Increasing political pressure on the Federal Reserve introduces a significant layer of uncertainty into the monetary policy outlook. A faction of Republican senators, led by Senate Banking Committee member J.D. Moreno, is overtly challenging Chair Jerome Powell's leadership, demanding his resignation and faster interest rate cuts. The core argument is that the current target rate of 4.25%-4.5% is exacerbating the national deficit by an estimated $400 billion annually in debt servicing costs and harming consumers. This campaign, which also serves as a preliminary maneuver for the 2026 Fed chair confirmation, frames the Fed's policy as a political misstep rather than a data-driven decision.

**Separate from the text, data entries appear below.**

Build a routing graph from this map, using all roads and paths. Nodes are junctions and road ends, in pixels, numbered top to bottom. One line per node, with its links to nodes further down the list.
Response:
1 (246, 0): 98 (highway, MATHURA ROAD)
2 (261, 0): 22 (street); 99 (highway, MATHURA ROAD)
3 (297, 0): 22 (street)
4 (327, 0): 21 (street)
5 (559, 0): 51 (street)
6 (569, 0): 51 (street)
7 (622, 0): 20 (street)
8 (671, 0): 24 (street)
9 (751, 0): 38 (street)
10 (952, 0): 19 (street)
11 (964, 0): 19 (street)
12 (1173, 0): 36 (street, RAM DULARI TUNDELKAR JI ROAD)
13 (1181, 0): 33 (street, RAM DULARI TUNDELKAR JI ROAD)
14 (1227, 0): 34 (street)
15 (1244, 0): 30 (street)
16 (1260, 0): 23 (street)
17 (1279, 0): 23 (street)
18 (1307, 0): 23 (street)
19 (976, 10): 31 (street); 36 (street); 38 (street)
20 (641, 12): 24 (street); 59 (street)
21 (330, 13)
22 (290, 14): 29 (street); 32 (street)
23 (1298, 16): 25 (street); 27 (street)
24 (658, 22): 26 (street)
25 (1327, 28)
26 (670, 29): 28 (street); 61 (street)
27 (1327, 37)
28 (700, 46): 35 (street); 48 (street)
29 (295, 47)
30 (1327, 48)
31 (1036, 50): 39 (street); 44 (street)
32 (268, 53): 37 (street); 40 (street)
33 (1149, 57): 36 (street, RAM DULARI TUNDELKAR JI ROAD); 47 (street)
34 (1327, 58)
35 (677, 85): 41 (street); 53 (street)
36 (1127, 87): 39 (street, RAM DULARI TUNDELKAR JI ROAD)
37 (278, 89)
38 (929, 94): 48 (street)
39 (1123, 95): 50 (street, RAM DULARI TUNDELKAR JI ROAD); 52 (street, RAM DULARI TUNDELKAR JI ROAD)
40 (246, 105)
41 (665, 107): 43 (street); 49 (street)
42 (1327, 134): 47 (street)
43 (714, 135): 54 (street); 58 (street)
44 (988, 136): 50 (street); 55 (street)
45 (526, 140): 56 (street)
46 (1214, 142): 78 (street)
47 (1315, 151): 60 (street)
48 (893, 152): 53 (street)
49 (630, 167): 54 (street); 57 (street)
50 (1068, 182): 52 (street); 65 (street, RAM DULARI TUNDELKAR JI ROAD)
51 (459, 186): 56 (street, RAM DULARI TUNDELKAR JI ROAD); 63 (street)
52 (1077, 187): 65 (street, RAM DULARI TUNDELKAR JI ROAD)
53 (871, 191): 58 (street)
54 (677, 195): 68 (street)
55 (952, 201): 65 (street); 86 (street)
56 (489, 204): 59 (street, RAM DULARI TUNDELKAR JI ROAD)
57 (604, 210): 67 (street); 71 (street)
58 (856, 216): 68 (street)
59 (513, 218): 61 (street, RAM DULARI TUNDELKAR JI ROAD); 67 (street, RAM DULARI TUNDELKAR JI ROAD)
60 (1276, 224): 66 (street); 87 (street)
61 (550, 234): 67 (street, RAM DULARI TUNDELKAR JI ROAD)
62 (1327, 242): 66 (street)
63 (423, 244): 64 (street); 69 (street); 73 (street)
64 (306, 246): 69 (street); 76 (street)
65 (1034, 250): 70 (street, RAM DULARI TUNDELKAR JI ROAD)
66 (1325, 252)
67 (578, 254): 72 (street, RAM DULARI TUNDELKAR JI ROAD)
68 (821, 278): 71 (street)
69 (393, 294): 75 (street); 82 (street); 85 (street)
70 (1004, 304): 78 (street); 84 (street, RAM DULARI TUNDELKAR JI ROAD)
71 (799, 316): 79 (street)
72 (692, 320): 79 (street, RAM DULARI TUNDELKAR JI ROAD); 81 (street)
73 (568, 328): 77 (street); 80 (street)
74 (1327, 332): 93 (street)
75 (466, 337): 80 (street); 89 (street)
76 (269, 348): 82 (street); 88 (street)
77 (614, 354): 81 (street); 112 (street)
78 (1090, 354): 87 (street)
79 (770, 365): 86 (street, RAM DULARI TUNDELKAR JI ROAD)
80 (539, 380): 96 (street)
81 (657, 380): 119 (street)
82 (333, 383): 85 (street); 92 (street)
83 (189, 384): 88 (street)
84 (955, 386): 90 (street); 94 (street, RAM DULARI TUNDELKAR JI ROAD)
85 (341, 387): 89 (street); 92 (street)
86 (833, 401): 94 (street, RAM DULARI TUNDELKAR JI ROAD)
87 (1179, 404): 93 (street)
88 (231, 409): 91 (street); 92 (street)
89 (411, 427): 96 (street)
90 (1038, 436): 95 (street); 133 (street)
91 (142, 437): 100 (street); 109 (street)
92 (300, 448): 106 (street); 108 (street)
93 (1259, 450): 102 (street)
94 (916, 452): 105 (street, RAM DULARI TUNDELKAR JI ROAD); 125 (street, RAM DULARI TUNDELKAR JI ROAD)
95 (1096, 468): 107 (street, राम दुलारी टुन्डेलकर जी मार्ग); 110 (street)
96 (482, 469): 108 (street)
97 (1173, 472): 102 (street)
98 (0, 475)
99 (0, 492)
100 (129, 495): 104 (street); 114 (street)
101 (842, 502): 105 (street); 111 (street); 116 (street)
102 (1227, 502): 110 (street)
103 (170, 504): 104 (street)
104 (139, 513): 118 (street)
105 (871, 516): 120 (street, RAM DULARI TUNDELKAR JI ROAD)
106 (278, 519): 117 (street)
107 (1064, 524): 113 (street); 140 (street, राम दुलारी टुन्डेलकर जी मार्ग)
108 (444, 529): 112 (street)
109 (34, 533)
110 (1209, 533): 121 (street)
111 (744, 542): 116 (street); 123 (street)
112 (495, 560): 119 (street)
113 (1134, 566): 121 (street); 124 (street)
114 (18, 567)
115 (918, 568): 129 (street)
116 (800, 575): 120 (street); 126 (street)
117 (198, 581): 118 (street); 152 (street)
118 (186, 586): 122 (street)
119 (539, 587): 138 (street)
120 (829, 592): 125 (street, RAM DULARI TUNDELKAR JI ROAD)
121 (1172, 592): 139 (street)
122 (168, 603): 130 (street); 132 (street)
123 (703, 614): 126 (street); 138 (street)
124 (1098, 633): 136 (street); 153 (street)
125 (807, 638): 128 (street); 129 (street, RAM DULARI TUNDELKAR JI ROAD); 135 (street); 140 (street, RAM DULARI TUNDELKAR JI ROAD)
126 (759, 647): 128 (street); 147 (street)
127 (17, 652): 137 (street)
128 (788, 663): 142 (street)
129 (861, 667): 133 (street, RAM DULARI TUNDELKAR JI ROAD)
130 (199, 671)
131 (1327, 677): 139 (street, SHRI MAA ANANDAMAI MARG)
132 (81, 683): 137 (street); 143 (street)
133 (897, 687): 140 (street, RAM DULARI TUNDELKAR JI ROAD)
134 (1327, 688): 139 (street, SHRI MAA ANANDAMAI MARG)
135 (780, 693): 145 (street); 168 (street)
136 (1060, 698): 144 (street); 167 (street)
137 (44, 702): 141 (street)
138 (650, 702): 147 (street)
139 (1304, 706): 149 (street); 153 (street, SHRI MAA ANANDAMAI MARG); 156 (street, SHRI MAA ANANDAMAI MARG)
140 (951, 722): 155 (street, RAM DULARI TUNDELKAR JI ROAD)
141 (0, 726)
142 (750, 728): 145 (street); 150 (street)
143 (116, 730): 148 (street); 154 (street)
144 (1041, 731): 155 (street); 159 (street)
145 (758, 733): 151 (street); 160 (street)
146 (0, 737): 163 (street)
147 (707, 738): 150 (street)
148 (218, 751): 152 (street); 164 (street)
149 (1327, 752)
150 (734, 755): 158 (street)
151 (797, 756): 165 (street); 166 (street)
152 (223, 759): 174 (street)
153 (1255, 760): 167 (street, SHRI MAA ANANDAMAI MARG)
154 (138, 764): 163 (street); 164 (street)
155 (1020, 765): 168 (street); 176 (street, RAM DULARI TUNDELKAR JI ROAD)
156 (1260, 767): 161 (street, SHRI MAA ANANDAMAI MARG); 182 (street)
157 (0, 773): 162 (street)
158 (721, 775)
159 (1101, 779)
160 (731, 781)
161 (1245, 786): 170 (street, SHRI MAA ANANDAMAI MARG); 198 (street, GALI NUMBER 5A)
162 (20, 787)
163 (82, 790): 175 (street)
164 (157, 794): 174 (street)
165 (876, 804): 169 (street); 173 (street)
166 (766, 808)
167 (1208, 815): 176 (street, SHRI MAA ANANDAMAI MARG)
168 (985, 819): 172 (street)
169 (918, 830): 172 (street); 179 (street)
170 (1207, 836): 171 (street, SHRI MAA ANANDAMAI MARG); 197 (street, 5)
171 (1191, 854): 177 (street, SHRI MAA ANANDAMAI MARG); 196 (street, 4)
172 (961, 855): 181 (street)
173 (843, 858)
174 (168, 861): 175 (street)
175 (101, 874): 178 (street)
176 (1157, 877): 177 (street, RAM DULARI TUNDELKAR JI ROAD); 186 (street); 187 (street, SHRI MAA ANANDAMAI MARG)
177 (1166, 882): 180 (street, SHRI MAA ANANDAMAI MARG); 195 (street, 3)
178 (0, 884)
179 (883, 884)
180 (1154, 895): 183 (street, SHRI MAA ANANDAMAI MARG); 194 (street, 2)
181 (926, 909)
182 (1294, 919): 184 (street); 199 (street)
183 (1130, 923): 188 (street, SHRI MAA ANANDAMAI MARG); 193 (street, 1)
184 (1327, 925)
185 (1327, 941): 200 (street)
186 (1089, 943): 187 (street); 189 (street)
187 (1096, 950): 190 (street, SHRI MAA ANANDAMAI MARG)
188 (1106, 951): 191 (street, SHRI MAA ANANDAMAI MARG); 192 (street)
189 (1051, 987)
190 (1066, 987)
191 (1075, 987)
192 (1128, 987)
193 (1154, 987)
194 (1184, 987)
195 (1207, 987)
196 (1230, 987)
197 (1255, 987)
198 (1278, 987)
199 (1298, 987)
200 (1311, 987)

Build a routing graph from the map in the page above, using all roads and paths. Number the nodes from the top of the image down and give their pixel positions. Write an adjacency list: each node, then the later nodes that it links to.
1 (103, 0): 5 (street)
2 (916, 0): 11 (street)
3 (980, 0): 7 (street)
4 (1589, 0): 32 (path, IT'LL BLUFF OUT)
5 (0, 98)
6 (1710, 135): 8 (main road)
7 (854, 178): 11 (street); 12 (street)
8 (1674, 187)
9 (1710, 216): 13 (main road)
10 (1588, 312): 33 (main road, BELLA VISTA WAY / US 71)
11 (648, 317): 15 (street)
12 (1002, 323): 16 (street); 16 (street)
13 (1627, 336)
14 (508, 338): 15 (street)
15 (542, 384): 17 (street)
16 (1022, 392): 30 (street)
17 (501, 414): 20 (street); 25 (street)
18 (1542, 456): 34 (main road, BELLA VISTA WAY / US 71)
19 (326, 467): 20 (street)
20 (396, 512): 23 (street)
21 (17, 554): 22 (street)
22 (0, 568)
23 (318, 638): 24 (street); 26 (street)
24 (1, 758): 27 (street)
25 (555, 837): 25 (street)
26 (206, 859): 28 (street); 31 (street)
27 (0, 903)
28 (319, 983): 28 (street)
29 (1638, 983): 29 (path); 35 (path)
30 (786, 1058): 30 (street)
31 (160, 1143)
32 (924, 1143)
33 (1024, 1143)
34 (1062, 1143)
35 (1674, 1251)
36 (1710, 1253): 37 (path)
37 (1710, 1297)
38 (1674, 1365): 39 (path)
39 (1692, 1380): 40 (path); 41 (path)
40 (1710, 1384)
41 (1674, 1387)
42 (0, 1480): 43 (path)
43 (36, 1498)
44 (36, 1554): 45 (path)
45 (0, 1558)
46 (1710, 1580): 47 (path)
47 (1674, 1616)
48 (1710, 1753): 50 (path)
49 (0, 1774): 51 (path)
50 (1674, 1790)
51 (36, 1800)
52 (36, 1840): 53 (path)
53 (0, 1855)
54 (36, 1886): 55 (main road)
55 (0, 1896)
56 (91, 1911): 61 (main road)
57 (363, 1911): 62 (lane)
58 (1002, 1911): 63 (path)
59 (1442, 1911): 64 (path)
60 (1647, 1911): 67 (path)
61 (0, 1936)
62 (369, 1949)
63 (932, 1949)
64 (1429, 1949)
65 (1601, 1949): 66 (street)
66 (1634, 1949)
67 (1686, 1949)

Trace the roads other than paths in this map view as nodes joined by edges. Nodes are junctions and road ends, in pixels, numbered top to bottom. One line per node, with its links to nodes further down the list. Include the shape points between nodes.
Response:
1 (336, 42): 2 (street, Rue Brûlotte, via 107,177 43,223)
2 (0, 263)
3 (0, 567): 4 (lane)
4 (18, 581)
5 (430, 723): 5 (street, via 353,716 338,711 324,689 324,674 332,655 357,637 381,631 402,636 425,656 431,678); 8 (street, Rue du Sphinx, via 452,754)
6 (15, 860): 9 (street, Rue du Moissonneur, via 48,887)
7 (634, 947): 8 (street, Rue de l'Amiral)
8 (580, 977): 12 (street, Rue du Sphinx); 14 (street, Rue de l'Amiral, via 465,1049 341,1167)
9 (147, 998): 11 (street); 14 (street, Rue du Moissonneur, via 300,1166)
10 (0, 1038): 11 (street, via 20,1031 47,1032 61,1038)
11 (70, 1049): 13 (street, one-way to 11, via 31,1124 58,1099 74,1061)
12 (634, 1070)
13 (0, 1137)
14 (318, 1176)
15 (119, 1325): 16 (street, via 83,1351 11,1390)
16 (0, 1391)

In response, Powell has reiterated the Fed's narrow legal mandate of achieving maximum employment and price stability, deferring fiscal concerns to Congress. This internal GOP division, highlighted by Senator John Kennedy's defense of the Fed's independence, underscores the contentious nature of the issue. The situation creates a potential conflict between the Fed's data-dependent approach and politically motivated calls for policy shifts, a risk factor that markets will increasingly need to price in.